The 2021 Web Almanac: Compression

Lode Vandevenne; Moritz Firsching; Jyrki Alakuijala

Part IV Chapter 22

Compression

Date published: 2021/12/01

Last updated: 2024/11/16

Hero image of Web Almanac characters using a ray gun to shrink an HTML page to make it much smaller.

Written by Lode Vandevenne, Moritz Firsching, and Jyrki Alakuijala

Reviewed by Thomas Fischbacher, Eugene Kliuchnikov, and Iulia Comșa

Analyzed by Paul Calvano

Edited by Shaina Hantsis

Introduction

A user’s time is valuable, so they shouldn’t have to wait a long time for a web page to load. The HTTP protocol allows the responses to be compressed, which decreases the time needed to transfer the content. Compression often leads to significant improvement in the user experience. It can reduce page weight, improve web performance and boost search rankings. As such, it’s an important part of Search Engine Optimization.

This chapter discusses lossless compression applied on a HTTP response. Lossy and lossless compression used in media formats such as images, audio and video are equally (if not more) important for increasing the page loading speed. However, these are not in the scope of this chapter, as they usually are part of the file format itself.

Content types using HTTP compression

HTTP compression is recommended for text-based content, such as HTML, CSS, JavaScript, JSON, or SVG, as well as for woff, ttf and ico files. Media files such as images that are already compressed do not benefit from HTTP compression since, as mentioned previously, their representation already includes internal compression.

Figure 22.1. Compression methods for different content types.

Compared to the other content types, text/plain and text/html use the least amount of compression, with merely 12% and 14% using compression at all. This might be because text/html is more often dynamically generated than static content such as JavaScript and CSS, even though compressing dynamically generated content also has a positive impact. More analysis about the compression of JavaScript content is available in the JavaScript chapter.

Server settings for HTTP compression

For HTTP content encoding, the HTTP standard defines the Accept-Encoding request header, with which a HTTP client can announce to the server what content encodings it can handle. The server’s response can then contain a Content-Encoding header field that specifies which of the encodings was chosen to transform the data in the response body.

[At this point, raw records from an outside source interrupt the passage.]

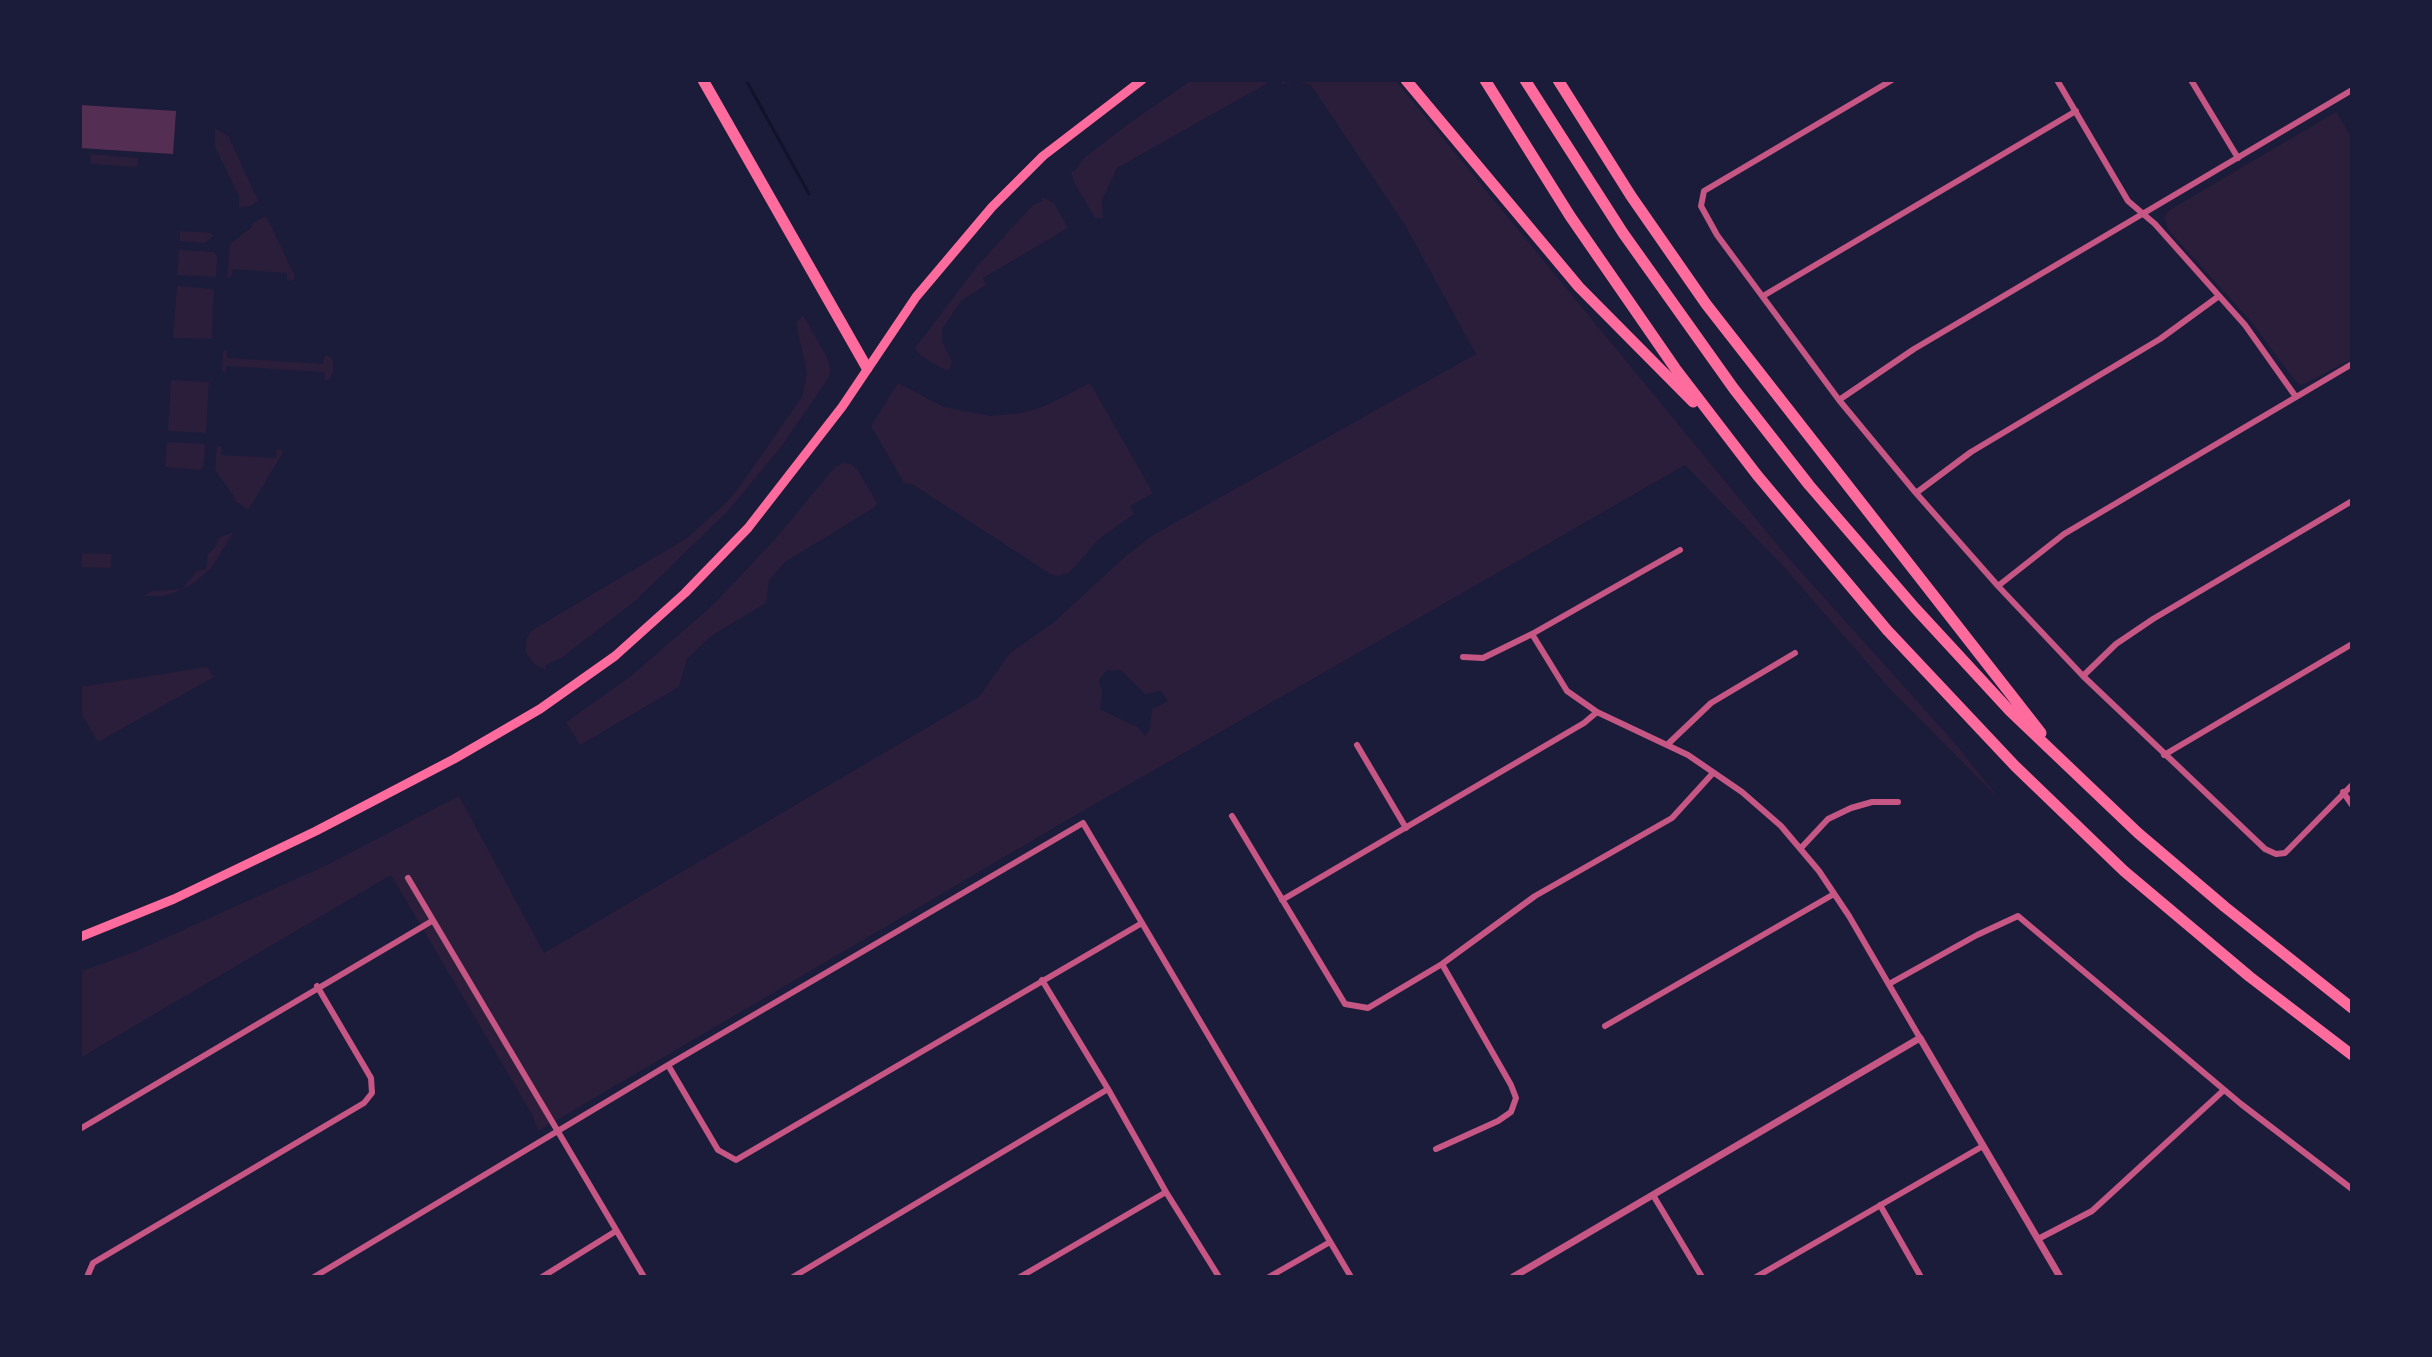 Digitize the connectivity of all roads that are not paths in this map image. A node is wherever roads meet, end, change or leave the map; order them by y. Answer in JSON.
{"nodes":[{"id":1,"x":703,"y":80,"type":"edge"},
{"id":2,"x":1142,"y":80,"type":"edge"},
{"id":3,"x":1406,"y":80,"type":"edge"},
{"id":4,"x":1485,"y":80,"type":"edge"},
{"id":5,"x":1525,"y":80,"type":"edge"},
{"id":6,"x":1558,"y":80,"type":"edge"},
{"id":7,"x":1892,"y":80,"type":"edge"},
{"id":8,"x":2057,"y":80,"type":"edge"},
{"id":9,"x":2191,"y":80,"type":"edge"},
{"id":10,"x":2352,"y":90,"type":"edge"},
{"id":11,"x":2076,"y":111,"type":"junction"},
{"id":12,"x":2238,"y":158,"type":"junction"},
{"id":13,"x":2142,"y":213,"type":"junction"},
{"id":14,"x":1763,"y":296,"type":"junction"},
{"id":15,"x":2219,"y":296,"type":"junction"},
{"id":16,"x":2352,"y":364,"type":"edge"},
{"id":17,"x":867,"y":368,"type":"junction"},
{"id":18,"x":2296,"y":397,"type":"junction"},
{"id":19,"x":1839,"y":400,"type":"junction"},
{"id":20,"x":1724,"y":433,"type":"junction"},
{"id":21,"x":1916,"y":493,"type":"junction"},
{"id":22,"x":2352,"y":501,"type":"edge"},
{"id":23,"x":1680,"y":550,"type":"dead end"},
{"id":24,"x":1998,"y":586,"type":"junction"},
{"id":25,"x":1532,"y":634,"type":"junction"},
{"id":26,"x":2352,"y":644,"type":"edge"},
{"id":27,"x":1795,"y":653,"type":"dead end"},
{"id":28,"x":1463,"y":657,"type":"dead end"},
{"id":29,"x":2083,"y":676,"type":"junction"},
{"id":30,"x":1597,"y":712,"type":"junction"},
{"id":31,"x":1668,"y":744,"type":"junction"},
{"id":32,"x":1357,"y":745,"type":"dead end"},
{"id":33,"x":2164,"y":755,"type":"junction"},
{"id":34,"x":2068,"y":768,"type":"junction"},
{"id":35,"x":1713,"y":773,"type":"junction"},
{"id":36,"x":2352,"y":785,"type":"edge"},
{"id":37,"x":2343,"y":792,"type":"junction"},
{"id":38,"x":1898,"y":802,"type":"dead end"},
{"id":39,"x":2352,"y":805,"type":"edge"},
{"id":40,"x":1232,"y":816,"type":"dead end"},
{"id":41,"x":1406,"y":828,"type":"junction"},
{"id":42,"x":1801,"y":848,"type":"junction"},
{"id":43,"x":408,"y":878,"type":"dead end"},
{"id":44,"x":1834,"y":894,"type":"junction"},
{"id":45,"x":1282,"y":900,"type":"junction"},
{"id":46,"x":432,"y":921,"type":"junction"},
{"id":47,"x":1142,"y":923,"type":"junction"},
{"id":48,"x":80,"y":937,"type":"edge"},
{"id":49,"x":1442,"y":964,"type":"junction"},
{"id":50,"x":1042,"y":980,"type":"junction"},
{"id":51,"x":1889,"y":984,"type":"junction"},
{"id":52,"x":317,"y":986,"type":"junction"},
{"id":53,"x":2352,"y":1008,"type":"edge"},
{"id":54,"x":1605,"y":1026,"type":"dead end"},
{"id":55,"x":1920,"y":1038,"type":"junction"},
{"id":56,"x":2352,"y":1055,"type":"edge"},
{"id":57,"x":668,"y":1065,"type":"junction"},
{"id":58,"x":1108,"y":1089,"type":"junction"},
{"id":59,"x":2224,"y":1090,"type":"junction"},
{"id":60,"x":80,"y":1129,"type":"edge"},
{"id":61,"x":556,"y":1132,"type":"junction"},
{"id":62,"x":1983,"y":1146,"type":"junction"},
{"id":63,"x":1436,"y":1149,"type":"dead end"},
{"id":64,"x":2352,"y":1189,"type":"edge"},
{"id":65,"x":1166,"y":1192,"type":"junction"},
{"id":66,"x":1653,"y":1195,"type":"junction"},
{"id":67,"x":1880,"y":1205,"type":"junction"},
{"id":68,"x":616,"y":1231,"type":"junction"},
{"id":69,"x":2038,"y":1239,"type":"junction"},
{"id":70,"x":1330,"y":1242,"type":"junction"},
{"id":71,"x":87,"y":1276,"type":"edge"},
{"id":72,"x":314,"y":1277,"type":"edge"},
{"id":73,"x":542,"y":1277,"type":"edge"},
{"id":74,"x":644,"y":1277,"type":"edge"},
{"id":75,"x":793,"y":1277,"type":"edge"},
{"id":76,"x":1020,"y":1277,"type":"edge"},
{"id":77,"x":1219,"y":1277,"type":"edge"},
{"id":78,"x":1269,"y":1277,"type":"edge"},
{"id":79,"x":1351,"y":1277,"type":"edge"},
{"id":80,"x":1513,"y":1277,"type":"edge"},
{"id":81,"x":1702,"y":1277,"type":"edge"},
{"id":82,"x":1756,"y":1277,"type":"edge"},
{"id":83,"x":1921,"y":1277,"type":"edge"},
{"id":84,"x":2060,"y":1277,"type":"edge"}],
"edges":[{"from":1,"to":17,"type":"highway"},
{"from":2,"to":17,"type":"main road"},
{"from":3,"to":20,"type":"highway"},
{"from":4,"to":20,"type":"highway"},
{"from":5,"to":34,"type":"highway"},
{"from":6,"to":34,"type":"highway"},
{"from":7,"to":14,"type":"street"},
{"from":8,"to":11,"type":"street"},
{"from":9,"to":12,"type":"street"},
{"from":10,"to":12,"type":"street"},
{"from":11,"to":13,"type":"street"},
{"from":11,"to":14,"type":"street"},
{"from":12,"to":13,"type":"street"},
{"from":13,"to":15,"type":"street"},
{"from":13,"to":19,"type":"street"},
{"from":14,"to":19,"type":"street"},
{"from":15,"to":18,"type":"street"},
{"from":15,"to":21,"type":"street"},
{"from":16,"to":18,"type":"street"},
{"from":17,"to":48,"type":"main road"},
{"from":18,"to":24,"type":"street"},
{"from":19,"to":21,"type":"street"},
{"from":20,"to":56,"type":"highway"},
{"from":21,"to":24,"type":"street"},
{"from":22,"to":29,"type":"street"},
{"from":23,"to":25,"type":"street"},
{"from":24,"to":29,"type":"street"},
{"from":25,"to":28,"type":"street"},
{"from":25,"to":30,"type":"street"},
{"from":26,"to":33,"type":"street"},
{"from":27,"to":31,"type":"street"},
{"from":29,"to":33,"type":"street"},
{"from":30,"to":31,"type":"street"},
{"from":30,"to":41,"type":"street"},
{"from":31,"to":35,"type":"street"},
{"from":32,"to":41,"type":"street"},
{"from":33,"to":37,"type":"street"},
{"from":34,"to":53,"type":"highway"},
{"from":35,"to":42,"type":"street"},
{"from":35,"to":49,"type":"street"},
{"from":36,"to":37,"type":"street"},
{"from":37,"to":39,"type":"street"},
{"from":38,"to":42,"type":"street"},
{"from":40,"to":45,"type":"street"},
{"from":41,"to":45,"type":"street"},
{"from":42,"to":44,"type":"street"},
{"from":43,"to":46,"type":"street"},
{"from":44,"to":51,"type":"street"},
{"from":44,"to":54,"type":"street"},
{"from":45,"to":49,"type":"street"},
{"from":46,"to":52,"type":"street"},
{"from":46,"to":61,"type":"street"},
{"from":47,"to":50,"type":"street"},
{"from":47,"to":57,"type":"street"},
{"from":47,"to":70,"type":"street"},
{"from":49,"to":63,"type":"street"},
{"from":50,"to":57,"type":"street"},
{"from":50,"to":58,"type":"street"},
{"from":51,"to":55,"type":"street"},
{"from":51,"to":59,"type":"street"},
{"from":52,"to":60,"type":"street"},
{"from":52,"to":71,"type":"street"},
{"from":55,"to":62,"type":"street"},
{"from":55,"to":66,"type":"street"},
{"from":57,"to":61,"type":"street"},
{"from":58,"to":65,"type":"street"},
{"from":58,"to":75,"type":"street"},
{"from":59,"to":64,"type":"street"},
{"from":59,"to":69,"type":"street"},
{"from":61,"to":68,"type":"street"},
{"from":61,"to":72,"type":"street"},
{"from":62,"to":67,"type":"street"},
{"from":62,"to":69,"type":"street"},
{"from":65,"to":76,"type":"street"},
{"from":65,"to":77,"type":"street"},
{"from":66,"to":80,"type":"street"},
{"from":66,"to":81,"type":"street"},
{"from":67,"to":82,"type":"street"},
{"from":67,"to":83,"type":"street"},
{"from":68,"to":73,"type":"street"},
{"from":68,"to":74,"type":"street"},
{"from":69,"to":84,"type":"street"},
{"from":70,"to":78,"type":"street"},
{"from":70,"to":79,"type":"street"}]} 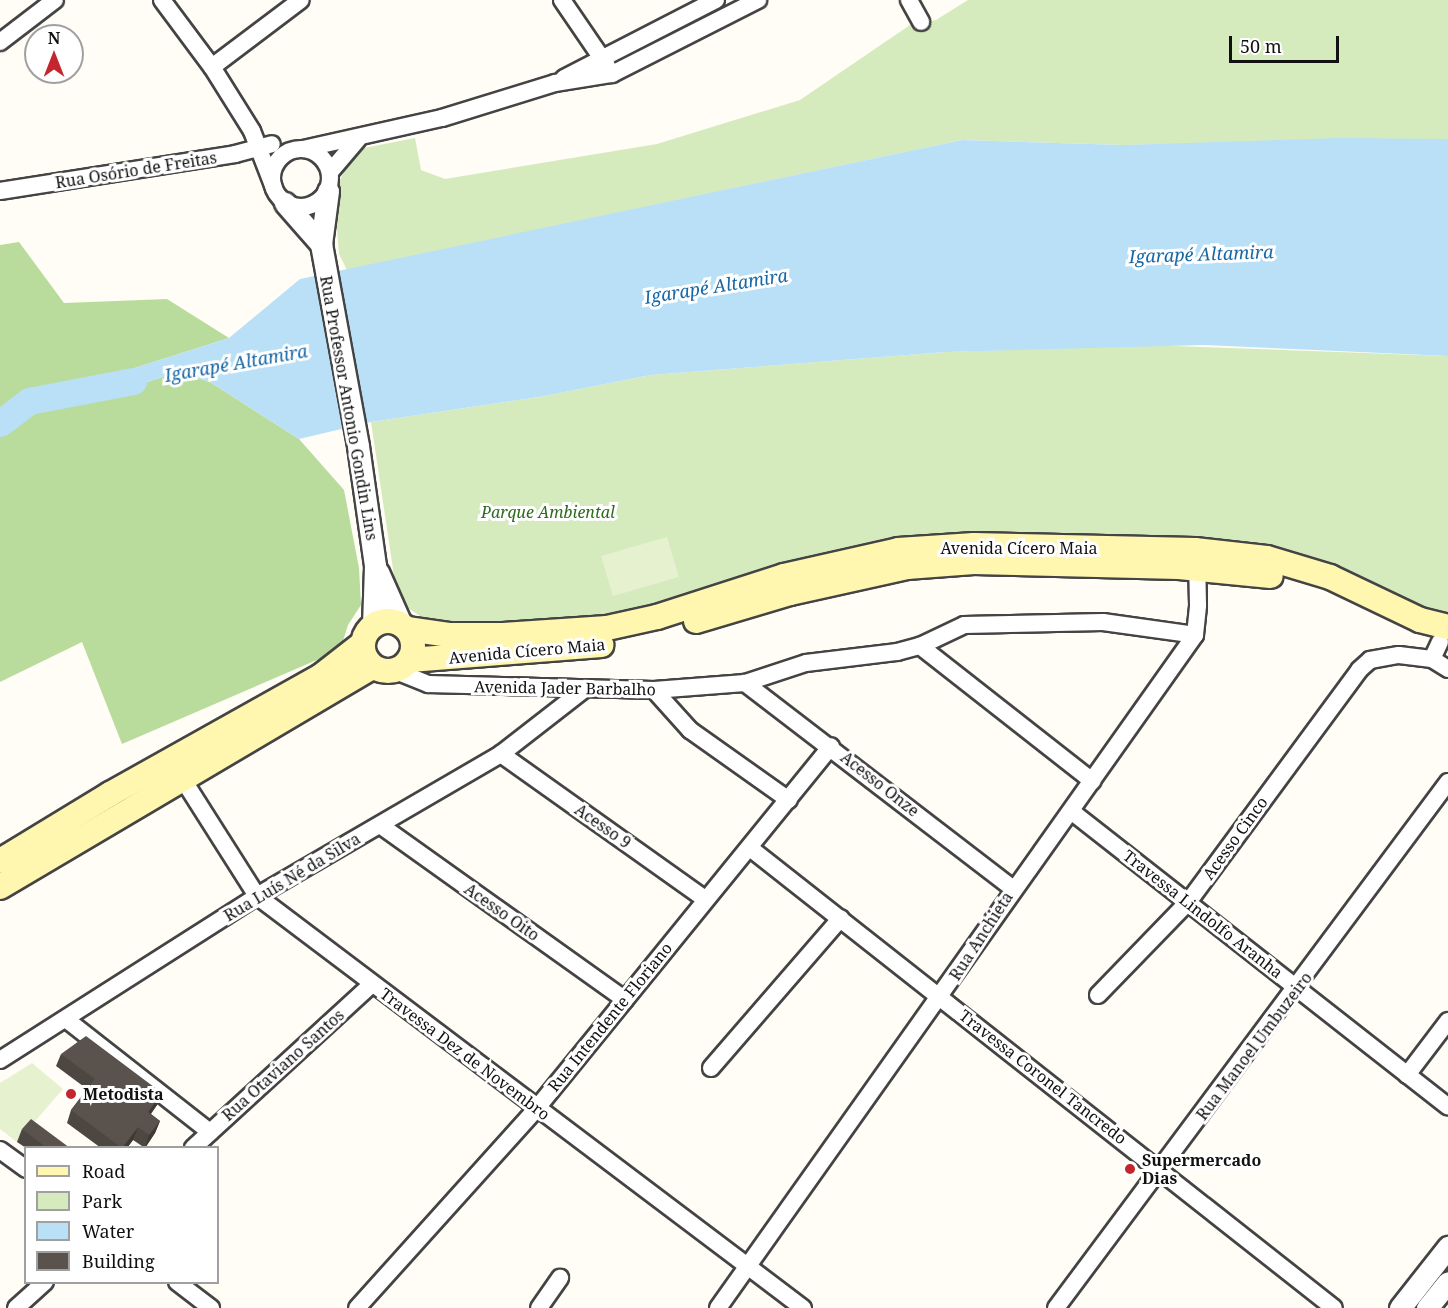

Practically all text compression is done by one of two HTTP content encodings: Gzip and Brotli. Both Brotli and Gzip are supported by virtually all browsers. On the server side, most popular servers like nginx and Apache can be configured to use Brotli and/or Gzip. The configuration is different depending on when the content is generated:

Static content: this content can be precompressed. The web server can be set up to map the URLs to the appropriate compressed files, e.g. based on the filename extension. For example, CSS and JavaScript are often static content and so can be precompressed to reduce effort for the web server to compress for each request.
Dynamically generated content: this has to be compressed on the fly for each request by the web server (or a plugin) itself. For example, HTML or JSON can be dynamic content in some cases.

When compressing text with Brotli or Gzip it is possible to select different compression levels. Higher compression levels will result in smaller compressed files, but take a longer time to compress. During decompression, CPU usage tends not to be higher for more heavily compressed files. Rather, files that are compressed with a higher compression level are slightly faster to decode.

Depending on the web server software used, compression needs to be enabled, and the configuration may be separate for precompressed and dynamically compressed content. For Apache, Brotli can be enabled with mod_brotli, and Gzip with mod_deflate. For nginx instructions for enabling Brotli and for enabling Gzip are available as well.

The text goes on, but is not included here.